Description:
• Conduct interviews with engineering teams to identify and remove operational friction in CI/CD, deployments, observability, and cloud environments.
• Design and implement scalable infrastructure-as-code patterns using Terraform to standardize provisioning and reduce configuration drift.
• Own and evolve the Kubernetes platform, including EKS or self-managed environments, so workloads are secure, scalable, and resilient.
• Architect and optimize CI/CD pipelines to improve deployment frequency, reduce lead time, and increase release confidence.
• Lead reliability initiatives such as incident response improvements, root cause analysis, and postmortem practices.
• Design and enforce secure networking, IAM, and secrets management strategies across environments.
• Improve observability through metrics, logs, and tracing using DataDog or similar tooling.
• Optimize cloud costs through rightsizing, autoscaling, and architectural improvements.

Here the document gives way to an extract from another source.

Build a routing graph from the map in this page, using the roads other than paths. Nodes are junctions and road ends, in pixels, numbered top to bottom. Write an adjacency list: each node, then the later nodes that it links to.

• Own disaster recovery planning, backup strategies, and multi-region resilience initiatives.
• Refactor manual or brittle infrastructure into automated, testable, reproducible systems and drive adoption through documentation and hands-on support.
Requirements:
• 8+ years of experience in DevOps, SRE, or Infrastructure Engineering roles.

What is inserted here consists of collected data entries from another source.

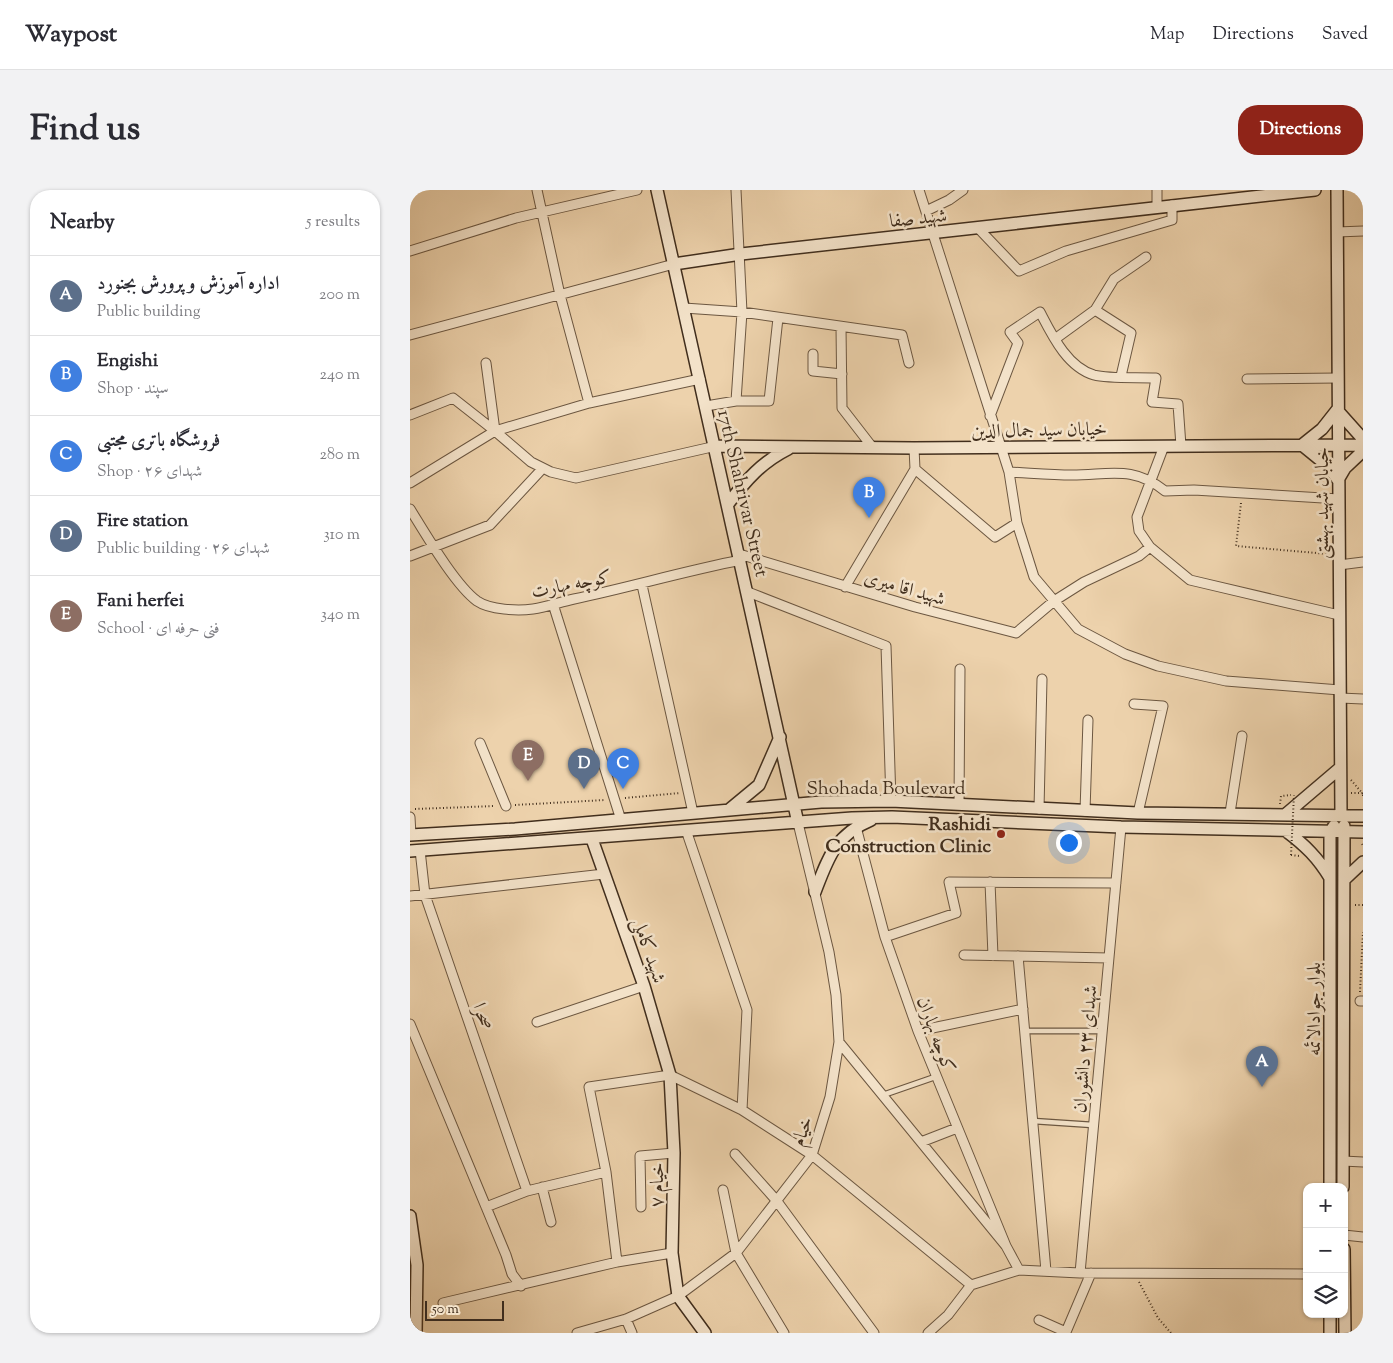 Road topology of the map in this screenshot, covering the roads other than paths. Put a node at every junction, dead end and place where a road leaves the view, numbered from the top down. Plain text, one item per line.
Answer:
1 (537, 190) edge
2 (637, 190) edge
3 (657, 190) edge
4 (736, 190) edge
5 (919, 190) edge
6 (962, 190) edge
7 (1157, 190) edge
8 (1314, 190) edge
9 (1337, 190) edge
10 (1172, 205) junction
11 (1157, 206) junction
12 (543, 211) junction
13 (926, 211) junction
14 (978, 228) junction
15 (1363, 230) edge
16 (1337, 232) junction
17 (932, 233) junction
18 (410, 251) edge
19 (741, 254) junction
20 (1146, 257) dead end
21 (674, 264) junction
22 (560, 294) junction
23 (684, 308) junction
24 (1095, 310) junction
25 (742, 312) junction
26 (778, 318) junction
27 (841, 327) junction
28 (410, 335) edge
29 (1055, 339) junction
30 (813, 354) dead end
31 (486, 363) dead end
32 (909, 363) dead end
33 (842, 374) junction
34 (1121, 376) junction
35 (1338, 378) junction
36 (700, 379) junction
37 (1247, 379) dead end
38 (736, 401) junction
39 (589, 403) junction
40 (706, 406) junction
41 (1337, 410) junction
42 (410, 415) edge
43 (990, 416) junction
44 (495, 432) junction
45 (1363, 439) edge
46 (1302, 445) junction
47 (1338, 445) junction
48 (1363, 445) edge
49 (716, 446) junction
50 (1164, 446) junction
51 (1181, 446) junction
52 (1000, 447) junction
53 (789, 448) junction
54 (873, 448) junction
55 (914, 448) junction
56 (1363, 451) edge
57 (542, 468) junction
58 (915, 469) junction
59 (1009, 472) junction
60 (1338, 480) junction
61 (1152, 481) junction
62 (410, 483) edge
63 (1339, 499) junction
64 (728, 504) junction
65 (410, 509) edge
66 (1017, 523) junction
67 (433, 546) junction
68 (1150, 547) junction
69 (410, 556) edge
70 (740, 557) junction
71 (1339, 560) junction
72 (1363, 562) edge
73 (642, 585) junction
74 (846, 587) junction
75 (748, 592) junction
76 (1054, 601) junction
77 (553, 604) junction
78 (1339, 616) junction
79 (960, 669) dead end
80 (1042, 679) dead end
81 (1340, 694) junction
82 (1363, 698) edge
83 (1134, 704) dead end
84 (1088, 720) dead end
85 (1242, 736) dead end
86 (780, 737) junction
87 (480, 743) dead end
88 (1340, 768) junction
89 (891, 801) junction
90 (864, 802) junction
91 (795, 804) junction
92 (959, 804) junction
93 (506, 806) road end
94 (748, 808) junction
95 (1039, 809) junction
96 (728, 810) junction
97 (1086, 811) junction
98 (693, 813) junction
99 (1138, 813) junction
100 (1230, 813) junction
101 (1286, 814) junction
102 (1341, 816) junction
103 (1363, 816) edge
104 (410, 817) edge
105 (621, 820) junction
106 (859, 822) junction
107 (798, 823) junction
108 (749, 826) junction
109 (1121, 827) junction
110 (686, 830) junction
111 (1286, 831) junction
112 (1330, 832) junction
113 (1345, 832) junction
114 (411, 835) edge
115 (592, 839) junction
116 (1363, 841) edge
117 (415, 851) edge
118 (1363, 862) edge
119 (604, 874) junction
120 (1330, 878) junction
121 (1345, 878) junction
122 (990, 882) junction
123 (1116, 883) junction
124 (815, 892) junction
125 (425, 895) junction
126 (410, 896) edge
127 (885, 938) junction
128 (964, 955) dead end
129 (993, 956) junction
130 (1018, 956) junction
131 (1109, 958) junction
132 (644, 986) junction
133 (1023, 1009) junction
134 (537, 1022) dead end
135 (410, 1024) edge
136 (918, 1031) junction
137 (1025, 1031) junction
138 (1102, 1032) junction
139 (839, 1042) junction
140 (670, 1074) junction
141 (935, 1076) junction
142 (883, 1095) junction
143 (742, 1110) junction
144 (1033, 1121) junction
145 (1093, 1125) junction
146 (957, 1128) junction
147 (921, 1142) junction
148 (674, 1153) junction
149 (734, 1154) dead end
150 (812, 1155) junction
151 (1343, 1161) junction
152 (1363, 1162) edge
153 (606, 1172) junction
154 (1330, 1183) edge
155 (1343, 1183) edge
156 (542, 1187) junction
157 (723, 1190) dead end
158 (526, 1191) junction
159 (776, 1200) junction
160 (486, 1207) junction
161 (641, 1207) dead end
162 (410, 1216) edge
163 (551, 1222) dead end
164 (1348, 1235) edge
165 (1363, 1237) edge
166 (1006, 1246) junction
167 (672, 1253) junction
168 (736, 1253) junction
169 (617, 1262) junction
170 (1019, 1270) junction
171 (1046, 1271) junction
172 (1080, 1273) junction
173 (1091, 1273) junction
174 (1344, 1273) edge
175 (1303, 1274) edge
176 (972, 1285) junction
177 (521, 1286) junction
178 (678, 1296) junction
179 (443, 1303) dead end
180 (1330, 1318) edge
181 (626, 1319) junction
182 (1039, 1320) dead end
183 (583, 1332) edge
184 (416, 1333) edge
185 (632, 1333) edge
186 (705, 1333) edge
187 (784, 1333) edge
188 (874, 1333) edge
189 (928, 1333) edge
190 (1330, 1333) edge
191 (1345, 1333) edge

1 - 12 street
2 - 12 street
3 - 21 main road, 17th Shahrivar Street
4 - 19 street
5 - 13 street
6 - 13 street
7 - 11 street
8 - 10 main road, شهید صفا
9 - 16 main road, خیابان شهید بهشتی
10 - 11 main road, شهید صفا
10 - 14 street
11 - 14 main road, شهید صفا
12 - 18 street
12 - 22 street
13 - 17 street
14 - 17 main road, شهید صفا
15 - 16 street
16 - 35 main road, خیابان شهید بهشتی
17 - 19 main road, شهید صفا
17 - 43 street
19 - 21 main road, شهید صفا
19 - 25 street
20 - 24 street
21 - 22 street
21 - 23 main road, 17th Shahrivar Street
22 - 28 street
22 - 39 street
23 - 25 street
23 - 36 main road, 17th Shahrivar Street
24 - 29 street
24 - 34 street
25 - 26 street
25 - 38 street
26 - 27 street
26 - 38 street
27 - 32 street
27 - 33 street
29 - 34 street
29 - 43 street
30 - 33 street
31 - 44 street
33 - 54 street
34 - 51 street
35 - 37 street
35 - 41 main road, خیابان شهید بهشتی
36 - 39 street
36 - 40 main road, 17th Shahrivar Street
38 - 40 street
39 - 44 street
40 - 49 main road, 17th Shahrivar Street
41 - 45 main road
41 - 46 main road
41 - 47 main road, خیابان شهید بهشتی
42 - 44 street
43 - 52 street
44 - 57 street
44 - 62 street
46 - 47 main road, خیابان سید جمال الدین
46 - 51 main road, خیابان سید جمال الدین
46 - 60 main road
47 - 48 main road, خیابان سید جمال الدین
47 - 60 main road, خیابان شهید بهشتی
49 - 53 main road, خیابان سید جمال الدین
49 - 57 street
49 - 64 main road, 17th Shahrivar Street
50 - 51 main road, خیابان سید جمال الدین
50 - 52 main road, خیابان سید جمال الدین
50 - 61 street
52 - 55 main road, خیابان سید جمال الدین
52 - 59 street
53 - 54 main road, خیابان سید جمال الدین
53 - 64 main road
54 - 55 main road, خیابان سید جمال الدین
55 - 58 street
56 - 60 main road
57 - 67 street
58 - 66 street
58 - 74 street
59 - 61 street
59 - 66 street
60 - 63 main road, خیابان شهید بهشتی
61 - 63 street
61 - 68 street
63 - 71 main road, خیابان شهید بهشتی
64 - 70 main road, 17th Shahrivar Street
65 - 67 street, کوچه مهارت
66 - 76 street
67 - 69 street
67 - 77 street, کوچه مهارت
68 - 76 street
68 - 78 street
70 - 73 street, کوچه مهارت
70 - 74 street, شهید اقا میری
70 - 75 main road, 17th Shahrivar Street
71 - 72 street
71 - 78 main road, خیابان شهید بهشتی
73 - 77 street, کوچه مهارت
73 - 98 street
74 - 76 street, شهید اقا میری
75 - 86 main road, 17th Shahrivar Street
75 - 89 street
76 - 81 street
77 - 105 street
78 - 81 main road, خیابان شهید بهشتی
79 - 92 street
80 - 95 street
81 - 82 street
81 - 88 main road, خیابان شهید بهشتی
83 - 99 street
84 - 97 street
85 - 100 street
86 - 91 main road, 17th Shahrivar Street
86 - 96 main road
87 - 93 street
88 - 101 main road
88 - 102 main road, خیابان شهید بهشتی
89 - 90 main road, Shohada Boulevard
89 - 92 main road, Shohada Boulevard
90 - 91 main road, Shohada Boulevard
90 - 106 main road
91 - 94 main road, Shohada Boulevard
91 - 107 main road, 17th Shahrivar Street
92 - 95 main road, Shohada Boulevard
94 - 96 main road, Shohada Boulevard
94 - 108 main road
95 - 97 main road, Shohada Boulevard
96 - 98 main road, Shohada Boulevard
97 - 99 main road, Shohada Boulevard
98 - 105 main road, Shohada Boulevard
99 - 100 main road, Shohada Boulevard
100 - 101 main road, Shohada Boulevard
101 - 102 main road, Shohada Boulevard
102 - 103 main road, Shohada Boulevard
102 - 112 main road
102 - 113 main road, خیابان شهید بهشتی
104 - 114 street
105 - 114 main road, Shohada Boulevard
106 - 107 main road, Shohada Boulevard
106 - 109 main road, Shohada Boulevard
106 - 124 main road
106 - 127 street, کوچه بهاران
107 - 108 main road, Shohada Boulevard
107 - 124 street, خیام
108 - 110 main road, Shohada Boulevard
109 - 111 main road, Shohada Boulevard
109 - 123 street, شهدای ۲۳ دانشوران
110 - 115 main road, Shohada Boulevard
110 - 143 street
111 - 112 main road, Shohada Boulevard
111 - 120 main road
112 - 113 main road, Shohada Boulevard
112 - 120 main road, بلوار جوادالائمه
113 - 116 main road, Shohada Boulevard
113 - 121 main road, بلوار جوادالائمه
115 - 117 main road, Shohada Boulevard
115 - 119 main road, شهید کاملی
117 - 125 street, صحرا
118 - 121 main road
119 - 125 street
119 - 132 main road, شهید کاملی
120 - 154 main road, بلوار جوادالائمه
121 - 151 main road, بلوار جوادالائمه
122 - 123 street
122 - 127 street
122 - 129 street
123 - 131 street, شهدای ۲۳ دانشوران
124 - 139 street, خیام
125 - 126 street
125 - 158 street, صحرا
127 - 136 street, کوچه بهاران
128 - 129 street
129 - 130 street
130 - 131 street
130 - 133 street
131 - 138 street, شهدای ۲۳ دانشوران
132 - 134 street
132 - 140 main road, شهید کاملی
133 - 136 street
133 - 137 street
135 - 160 street
136 - 141 street, کوچه بهاران
137 - 138 lane
137 - 144 street
138 - 145 street, شهدای ۲۳ دانشوران
139 - 142 street
139 - 150 street, خیام
140 - 143 street
140 - 148 main road, خیام ۷
140 - 153 street
141 - 142 lane
141 - 146 street, کوچه بهاران
142 - 147 street
143 - 150 street
144 - 145 lane
144 - 171 street
145 - 172 street, شهدای ۲۳ دانشوران
146 - 147 street
146 - 166 street, کوچه بهاران
147 - 166 street
148 - 161 street
148 - 167 main road, خیام ۷
149 - 159 street
150 - 159 street, خیام
150 - 176 street
151 - 152 street
151 - 155 main road, بلوار جوادالائمه
153 - 156 street
153 - 169 street
156 - 158 street
156 - 163 street
157 - 168 street
158 - 160 street
159 - 168 street, خیام
159 - 188 street
160 - 177 street
162 - 184 main road
164 - 165 street
166 - 170 street
167 - 169 street
167 - 178 main road, خیام ۷
168 - 178 street, خیام
168 - 187 street
169 - 177 street
170 - 171 street
170 - 176 street
171 - 172 street
172 - 173 street
173 - 175 street
173 - 182 street
174 - 191 main road
176 - 189 street
177 - 179 street
178 - 181 street, خیام
178 - 186 main road
180 - 190 main road
181 - 183 street, خیام
181 - 185 street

• Proven experience designing and operating production Kubernetes environments at scale.
• Deep hands-on expertise with AWS infrastructure and cloud networking.
• Strong experience building and maintaining Terraform modules across large cloud environments.

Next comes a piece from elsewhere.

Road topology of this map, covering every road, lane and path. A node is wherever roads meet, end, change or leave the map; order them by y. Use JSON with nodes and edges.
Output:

• Demonstrated ownership of CI/CD systems and measurable improvement of DORA metrics.
• Experience leading incident response processes and driving meaningful postmortem outcomes.
• Strong understanding of distributed systems, event-driven architectures with Kafka, and database performance with PostgreSQL.
• Proven ability to modernize legacy infrastructure and eliminate manual operational toil.
• Experience navigating high-ambiguity environments and translating operational friction into prioritized infrastructure roadmaps.
• Nice to have: experience operating high-throughput Kafka clusters, tuning PostgreSQL or Redis, implementing autoscaling, building internal developer platforms, applying security best practices, working with multi-region systems, using Python for automation, or introducing SLO/error budget/chaos testing frameworks.
• All remote hires must be able to travel to Orlando, Florida at least twice per year, plus for orientation in Orlando.
Benefits:
• Health care plan including medical, dental, and vision coverage.
• Retirement plan with 401(k) and IRA options.
• Life insurance.
• Flexible vacation.
• Work-from-home option.
• Wellness resources.
• Free food and snacks in the office.
• Hybrid setup in Orlando, Florida.